In interviews and in response to written questions, Coy and Hertz provided limited details concerning HR Logic and their past business relationship.

''Their relationship was purely professional and typical of the relationship between a board director and a chief executive,'' said Jose Juves, a Massport spokesman.

Six former managers or investors said in interviews that HR Logic's 1999 purchase of NovaCare Inc., a national competitor, was a severe blow to its fortunes. They said Hertz had championed that acquisition, but that Coy was left out of the decision making.

''It was a poor decision, made without sufficient knowledge of exactly what HR Logic was getting in the deal,'' said David Fried, a Philadelphia-based investor, whose own company, Human Resources Alternatives, had been acquired by HR Logic a year before HR Logic acquired NovaCare.

HR Logic paid about $75 million for NovaCare. At the time, NovaCare was servicing about 50,000 employees for about 4,000 different companies. HR Logic was about one-tenth the size.

NovaCare itself had previously acquired eight so-called professional employer organizations, according to interviews. Thus, HR Logic had to integrate the numerous payroll, insurance, and other systems used throughout its own companies and the ones acquired through NovaCare.

Several former managers said NovaCare's clientele was mainly blue collar, and traditionally more expensive to insure, while HR Logic's previous expertise was with white-collar companies in the Northeast.

HR Logic later dropped a significant number of clients it had acquired from NovaCare because they remained unprofitable, the former managers said.

They said Hertz was instrumental in NovaCare's acquisition; Fried called him ''the main decision maker.'' At the time, Hertz was a manager at Fidelity Capital, the venture capital arm of Fidelity Investment. Hertz represented Fidelity, the lead investor, on HR Logic's board.

Coy, who was hired several months before the acquisition, said he was kept out of negotiations over NovaCare because knowledge of a competitor's internal operations would have given him an unfair advantage if the merger talks fell through.

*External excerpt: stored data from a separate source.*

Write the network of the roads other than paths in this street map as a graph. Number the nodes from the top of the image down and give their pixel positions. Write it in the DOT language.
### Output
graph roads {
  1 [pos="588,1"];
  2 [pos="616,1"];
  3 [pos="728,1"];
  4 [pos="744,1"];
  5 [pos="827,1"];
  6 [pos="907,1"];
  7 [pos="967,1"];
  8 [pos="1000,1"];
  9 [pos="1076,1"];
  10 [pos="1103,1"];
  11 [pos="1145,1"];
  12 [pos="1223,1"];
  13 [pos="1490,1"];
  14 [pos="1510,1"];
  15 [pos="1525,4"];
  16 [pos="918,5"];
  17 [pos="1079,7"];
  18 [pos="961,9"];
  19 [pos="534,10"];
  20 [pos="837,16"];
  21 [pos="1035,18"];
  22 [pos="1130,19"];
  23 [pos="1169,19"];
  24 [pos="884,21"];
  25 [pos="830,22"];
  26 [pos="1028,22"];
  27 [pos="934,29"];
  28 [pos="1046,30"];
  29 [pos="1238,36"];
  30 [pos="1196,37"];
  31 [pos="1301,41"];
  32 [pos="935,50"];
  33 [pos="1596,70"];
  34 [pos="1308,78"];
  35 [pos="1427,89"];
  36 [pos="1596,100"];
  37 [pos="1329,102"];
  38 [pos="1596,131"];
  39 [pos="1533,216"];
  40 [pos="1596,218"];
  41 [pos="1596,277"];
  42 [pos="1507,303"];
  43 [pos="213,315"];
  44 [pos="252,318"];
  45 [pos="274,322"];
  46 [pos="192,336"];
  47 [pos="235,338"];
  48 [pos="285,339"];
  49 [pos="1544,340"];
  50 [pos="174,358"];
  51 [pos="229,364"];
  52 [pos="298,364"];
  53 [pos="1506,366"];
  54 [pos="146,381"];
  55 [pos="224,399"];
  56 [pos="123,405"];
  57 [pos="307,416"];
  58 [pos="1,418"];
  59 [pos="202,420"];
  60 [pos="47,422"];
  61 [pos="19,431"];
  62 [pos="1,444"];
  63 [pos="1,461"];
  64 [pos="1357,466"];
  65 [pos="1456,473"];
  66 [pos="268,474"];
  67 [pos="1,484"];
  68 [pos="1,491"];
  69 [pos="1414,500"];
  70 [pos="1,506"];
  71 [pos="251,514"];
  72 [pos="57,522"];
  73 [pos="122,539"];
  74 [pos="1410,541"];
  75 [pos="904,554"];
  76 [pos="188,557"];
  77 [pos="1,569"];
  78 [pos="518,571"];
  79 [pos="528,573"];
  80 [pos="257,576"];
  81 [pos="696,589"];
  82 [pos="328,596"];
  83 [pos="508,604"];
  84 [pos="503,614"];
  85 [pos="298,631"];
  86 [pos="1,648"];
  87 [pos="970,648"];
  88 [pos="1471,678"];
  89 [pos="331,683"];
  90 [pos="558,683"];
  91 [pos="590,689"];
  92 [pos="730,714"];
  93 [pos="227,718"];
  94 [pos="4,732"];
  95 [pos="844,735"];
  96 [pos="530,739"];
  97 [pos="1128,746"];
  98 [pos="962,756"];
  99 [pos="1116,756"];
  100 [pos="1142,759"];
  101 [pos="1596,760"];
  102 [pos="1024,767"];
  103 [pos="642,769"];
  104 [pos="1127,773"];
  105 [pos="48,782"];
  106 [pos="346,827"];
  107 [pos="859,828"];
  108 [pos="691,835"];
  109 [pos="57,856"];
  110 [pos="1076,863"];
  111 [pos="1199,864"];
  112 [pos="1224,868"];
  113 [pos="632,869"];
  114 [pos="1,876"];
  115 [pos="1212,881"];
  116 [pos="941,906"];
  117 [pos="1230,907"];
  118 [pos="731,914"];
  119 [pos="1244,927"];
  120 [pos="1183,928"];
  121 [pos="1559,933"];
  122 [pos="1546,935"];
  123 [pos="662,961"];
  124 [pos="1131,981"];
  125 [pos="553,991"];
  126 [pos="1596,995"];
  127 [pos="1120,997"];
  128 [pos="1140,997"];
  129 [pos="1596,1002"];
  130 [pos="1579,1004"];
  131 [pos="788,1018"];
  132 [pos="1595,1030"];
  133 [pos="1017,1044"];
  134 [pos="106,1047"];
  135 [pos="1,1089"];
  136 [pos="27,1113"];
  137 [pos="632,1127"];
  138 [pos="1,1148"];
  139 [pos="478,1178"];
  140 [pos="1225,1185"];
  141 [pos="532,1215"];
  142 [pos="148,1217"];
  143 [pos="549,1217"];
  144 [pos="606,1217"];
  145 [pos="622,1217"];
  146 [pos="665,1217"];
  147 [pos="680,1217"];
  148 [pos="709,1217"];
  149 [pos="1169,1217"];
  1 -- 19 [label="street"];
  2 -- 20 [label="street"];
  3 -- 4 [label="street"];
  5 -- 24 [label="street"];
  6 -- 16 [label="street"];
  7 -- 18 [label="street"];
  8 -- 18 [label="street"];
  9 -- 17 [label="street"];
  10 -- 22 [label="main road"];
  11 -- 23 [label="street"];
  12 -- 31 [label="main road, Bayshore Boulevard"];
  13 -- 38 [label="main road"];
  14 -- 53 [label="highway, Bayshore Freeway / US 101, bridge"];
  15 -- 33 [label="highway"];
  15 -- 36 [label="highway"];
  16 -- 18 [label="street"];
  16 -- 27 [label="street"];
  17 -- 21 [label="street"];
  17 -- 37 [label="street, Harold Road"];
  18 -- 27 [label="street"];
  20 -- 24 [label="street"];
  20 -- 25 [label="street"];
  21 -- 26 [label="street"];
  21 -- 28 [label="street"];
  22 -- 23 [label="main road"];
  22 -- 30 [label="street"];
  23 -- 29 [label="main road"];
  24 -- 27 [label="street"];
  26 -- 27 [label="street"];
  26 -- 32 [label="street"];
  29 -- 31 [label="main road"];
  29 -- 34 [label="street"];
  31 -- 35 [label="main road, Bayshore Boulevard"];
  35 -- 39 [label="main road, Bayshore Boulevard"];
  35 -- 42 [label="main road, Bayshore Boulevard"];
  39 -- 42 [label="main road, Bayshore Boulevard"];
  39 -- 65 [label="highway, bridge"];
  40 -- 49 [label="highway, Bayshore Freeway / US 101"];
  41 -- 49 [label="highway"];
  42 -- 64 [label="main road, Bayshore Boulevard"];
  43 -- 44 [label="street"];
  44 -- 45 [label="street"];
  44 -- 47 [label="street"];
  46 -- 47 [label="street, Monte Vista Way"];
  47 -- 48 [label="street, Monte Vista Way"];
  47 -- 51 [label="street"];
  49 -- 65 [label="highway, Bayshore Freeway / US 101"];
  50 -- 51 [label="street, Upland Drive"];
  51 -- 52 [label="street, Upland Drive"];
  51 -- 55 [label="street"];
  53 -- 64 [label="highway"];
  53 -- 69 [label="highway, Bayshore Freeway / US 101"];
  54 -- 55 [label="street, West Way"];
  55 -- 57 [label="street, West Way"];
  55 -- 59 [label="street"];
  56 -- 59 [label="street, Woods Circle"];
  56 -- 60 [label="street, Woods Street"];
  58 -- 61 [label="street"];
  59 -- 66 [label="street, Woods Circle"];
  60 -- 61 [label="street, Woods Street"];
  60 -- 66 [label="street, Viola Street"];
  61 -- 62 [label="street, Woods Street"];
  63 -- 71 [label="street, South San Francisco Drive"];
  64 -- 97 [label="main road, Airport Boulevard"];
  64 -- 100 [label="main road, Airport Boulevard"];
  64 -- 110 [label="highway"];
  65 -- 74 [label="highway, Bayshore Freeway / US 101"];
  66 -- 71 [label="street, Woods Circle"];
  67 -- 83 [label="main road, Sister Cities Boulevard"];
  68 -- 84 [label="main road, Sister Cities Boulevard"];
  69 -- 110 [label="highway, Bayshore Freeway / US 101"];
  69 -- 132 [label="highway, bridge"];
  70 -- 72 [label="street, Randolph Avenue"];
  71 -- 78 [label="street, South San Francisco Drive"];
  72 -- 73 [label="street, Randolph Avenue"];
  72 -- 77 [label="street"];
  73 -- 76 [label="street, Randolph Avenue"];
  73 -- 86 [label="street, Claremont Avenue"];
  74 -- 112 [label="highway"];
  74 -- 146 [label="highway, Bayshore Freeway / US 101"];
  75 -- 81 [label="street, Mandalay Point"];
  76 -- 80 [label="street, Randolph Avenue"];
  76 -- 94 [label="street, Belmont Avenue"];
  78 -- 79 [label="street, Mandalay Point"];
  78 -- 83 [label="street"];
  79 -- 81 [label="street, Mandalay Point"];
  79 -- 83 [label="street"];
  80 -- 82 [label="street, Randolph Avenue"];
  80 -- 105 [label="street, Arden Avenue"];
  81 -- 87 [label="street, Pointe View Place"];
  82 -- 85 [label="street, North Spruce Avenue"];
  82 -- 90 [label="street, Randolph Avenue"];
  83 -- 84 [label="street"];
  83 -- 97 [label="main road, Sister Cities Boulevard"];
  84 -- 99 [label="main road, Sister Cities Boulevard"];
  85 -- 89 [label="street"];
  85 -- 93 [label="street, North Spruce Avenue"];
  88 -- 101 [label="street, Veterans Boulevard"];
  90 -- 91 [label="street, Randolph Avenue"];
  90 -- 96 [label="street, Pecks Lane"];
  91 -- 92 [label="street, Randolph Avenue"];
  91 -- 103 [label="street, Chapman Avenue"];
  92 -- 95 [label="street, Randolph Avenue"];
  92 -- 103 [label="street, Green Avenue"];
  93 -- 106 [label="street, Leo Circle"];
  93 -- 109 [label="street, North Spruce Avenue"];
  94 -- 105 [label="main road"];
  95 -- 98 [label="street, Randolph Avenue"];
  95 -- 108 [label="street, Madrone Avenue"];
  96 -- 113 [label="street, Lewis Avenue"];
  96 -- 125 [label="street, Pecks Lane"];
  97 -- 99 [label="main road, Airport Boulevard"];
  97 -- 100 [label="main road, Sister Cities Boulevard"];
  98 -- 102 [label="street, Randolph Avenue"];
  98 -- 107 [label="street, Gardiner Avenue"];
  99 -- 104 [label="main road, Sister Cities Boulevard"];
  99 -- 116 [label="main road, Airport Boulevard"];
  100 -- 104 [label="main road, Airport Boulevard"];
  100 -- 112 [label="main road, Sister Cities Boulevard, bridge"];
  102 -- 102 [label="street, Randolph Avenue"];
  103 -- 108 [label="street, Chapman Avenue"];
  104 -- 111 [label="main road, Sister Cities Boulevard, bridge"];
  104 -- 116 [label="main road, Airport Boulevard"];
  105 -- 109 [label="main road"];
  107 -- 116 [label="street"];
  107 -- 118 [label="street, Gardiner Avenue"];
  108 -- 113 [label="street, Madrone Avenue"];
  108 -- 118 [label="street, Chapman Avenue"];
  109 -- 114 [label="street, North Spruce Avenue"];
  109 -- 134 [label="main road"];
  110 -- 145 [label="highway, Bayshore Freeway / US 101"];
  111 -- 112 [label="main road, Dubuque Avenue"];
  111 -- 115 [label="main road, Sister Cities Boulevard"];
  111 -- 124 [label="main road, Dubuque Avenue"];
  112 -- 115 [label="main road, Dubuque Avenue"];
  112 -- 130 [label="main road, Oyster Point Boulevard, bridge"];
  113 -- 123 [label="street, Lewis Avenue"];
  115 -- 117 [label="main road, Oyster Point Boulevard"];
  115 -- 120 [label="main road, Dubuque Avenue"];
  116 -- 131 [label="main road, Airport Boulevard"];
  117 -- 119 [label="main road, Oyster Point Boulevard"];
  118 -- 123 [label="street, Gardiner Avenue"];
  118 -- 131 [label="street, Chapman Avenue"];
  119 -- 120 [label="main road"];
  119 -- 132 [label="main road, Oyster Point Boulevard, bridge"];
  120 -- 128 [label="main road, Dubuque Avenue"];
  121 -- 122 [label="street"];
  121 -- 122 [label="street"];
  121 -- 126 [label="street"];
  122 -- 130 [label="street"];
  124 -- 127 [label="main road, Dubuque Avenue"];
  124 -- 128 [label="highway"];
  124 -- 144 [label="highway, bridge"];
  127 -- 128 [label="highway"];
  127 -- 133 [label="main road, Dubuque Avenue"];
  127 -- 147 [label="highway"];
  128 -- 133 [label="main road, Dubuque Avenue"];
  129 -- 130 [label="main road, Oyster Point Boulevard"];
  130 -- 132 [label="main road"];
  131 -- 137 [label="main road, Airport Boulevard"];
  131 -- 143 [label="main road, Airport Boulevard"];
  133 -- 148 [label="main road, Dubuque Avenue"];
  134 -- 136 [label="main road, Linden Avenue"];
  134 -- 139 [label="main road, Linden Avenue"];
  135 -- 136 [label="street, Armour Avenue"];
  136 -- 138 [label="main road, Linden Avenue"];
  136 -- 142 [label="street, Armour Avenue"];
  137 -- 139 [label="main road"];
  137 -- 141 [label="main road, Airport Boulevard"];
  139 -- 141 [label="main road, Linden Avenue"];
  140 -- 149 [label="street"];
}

In early 2001, Coy was responsible for bringing a new computer software system to HR Logic. But the software crashed the system, according to several former managers, wiping out crucial data that had to be retyped and forcing company employees to temporarily write paper checks for the thousands of employees it serviced.

But Juves, in a statement, said that while the software ''had problems early on, the software's performance improved.''

Months after the computer crash, Coy left HR Logic. Coy is reluctant to talk specifically about his departure from HR Logic two years after he was hired.

Asked if he was forced out, Coy said, ''No, it was a mutual decision.''

Coy, a former Coast Guard commander and Harvard Business School MBA, added that he ''left because the company and I mutually agreed that I had done all that I could do and it was time to go.''

Coy, who earns $250,000 at Massport, said he left with less than a year's severance pay. His stock options have since become worthless, he said. Coy and Hertz acknowledge that Hertz, as a director, played a role in Coy's arrival and departure from the company, but declined to answer questions detailing what happened.

Coy said he became interested in working in the public sector, in part because of the Sept. 11 attacks.

His bid to head Massport was backed by Marshall Carter, the former State Street Bank and Trust CEO and chairman who headed a state panel that investigated Massport in the wake of the attacks because of concerns about airport security lapses and anger that the agency had become a political patronage mill.

The two hijacked planes used to destroy the World Trade Center departed from Logan.

Coy said he did not recruit Hertz to Massport. Hertz, he said, was recruited by a professional firm hired to find qualified people.

''He is as smart as hell and could have made a lot more money in the private sector,'' said Coy of Hertz, who will earn $190,000 as deputy executive director of Massport, $48,000 more than his predecessor in that job.

Hertz, who has a master's degree in public administration from the University of Massachusetts, worked in state government until 1982, rising to state budget director. He has declined to say why he left Fidelity Capital.